[WHAT YOU ARE ASKED TO DO]:
Write the entries below out again without a single difference.
⟨
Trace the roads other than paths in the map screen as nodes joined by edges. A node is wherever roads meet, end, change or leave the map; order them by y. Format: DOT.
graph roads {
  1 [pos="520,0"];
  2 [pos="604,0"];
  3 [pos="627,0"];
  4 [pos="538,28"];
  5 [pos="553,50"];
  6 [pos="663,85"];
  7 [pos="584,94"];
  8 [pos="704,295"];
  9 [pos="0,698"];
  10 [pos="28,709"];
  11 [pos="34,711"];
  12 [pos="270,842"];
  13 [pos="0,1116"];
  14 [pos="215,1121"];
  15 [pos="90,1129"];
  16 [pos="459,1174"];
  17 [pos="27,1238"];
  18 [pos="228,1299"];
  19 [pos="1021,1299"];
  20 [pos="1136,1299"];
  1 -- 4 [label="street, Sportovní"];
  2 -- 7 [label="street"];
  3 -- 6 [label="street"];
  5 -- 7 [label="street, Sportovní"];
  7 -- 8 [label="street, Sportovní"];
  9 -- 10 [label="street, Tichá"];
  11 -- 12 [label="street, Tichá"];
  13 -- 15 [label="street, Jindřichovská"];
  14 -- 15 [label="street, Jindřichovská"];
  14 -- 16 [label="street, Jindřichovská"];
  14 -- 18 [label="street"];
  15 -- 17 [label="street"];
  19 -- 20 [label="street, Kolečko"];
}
⟩
[ANSWER SECTION]:
Trace the roads other than paths in the map screen as nodes joined by edges. A node is wherever roads meet, end, change or leave the map; order them by y. Format: DOT.
graph roads {
  1 [pos="520,0"];
  2 [pos="604,0"];
  3 [pos="627,0"];
  4 [pos="538,28"];
  5 [pos="553,50"];
  6 [pos="663,85"];
  7 [pos="584,94"];
  8 [pos="704,295"];
  9 [pos="0,698"];
  10 [pos="28,709"];
  11 [pos="34,711"];
  12 [pos="270,842"];
  13 [pos="0,1116"];
  14 [pos="215,1121"];
  15 [pos="90,1129"];
  16 [pos="459,1174"];
  17 [pos="27,1238"];
  18 [pos="228,1299"];
  19 [pos="1021,1299"];
  20 [pos="1136,1299"];
  1 -- 4 [label="street, Sportovní"];
  2 -- 7 [label="street"];
  3 -- 6 [label="street"];
  5 -- 7 [label="street, Sportovní"];
  7 -- 8 [label="street, Sportovní"];
  9 -- 10 [label="street, Tichá"];
  11 -- 12 [label="street, Tichá"];
  13 -- 15 [label="street, Jindřichovská"];
  14 -- 15 [label="street, Jindřichovská"];
  14 -- 16 [label="street, Jindřichovská"];
  14 -- 18 [label="street"];
  15 -- 17 [label="street"];
  19 -- 20 [label="street, Kolečko"];
}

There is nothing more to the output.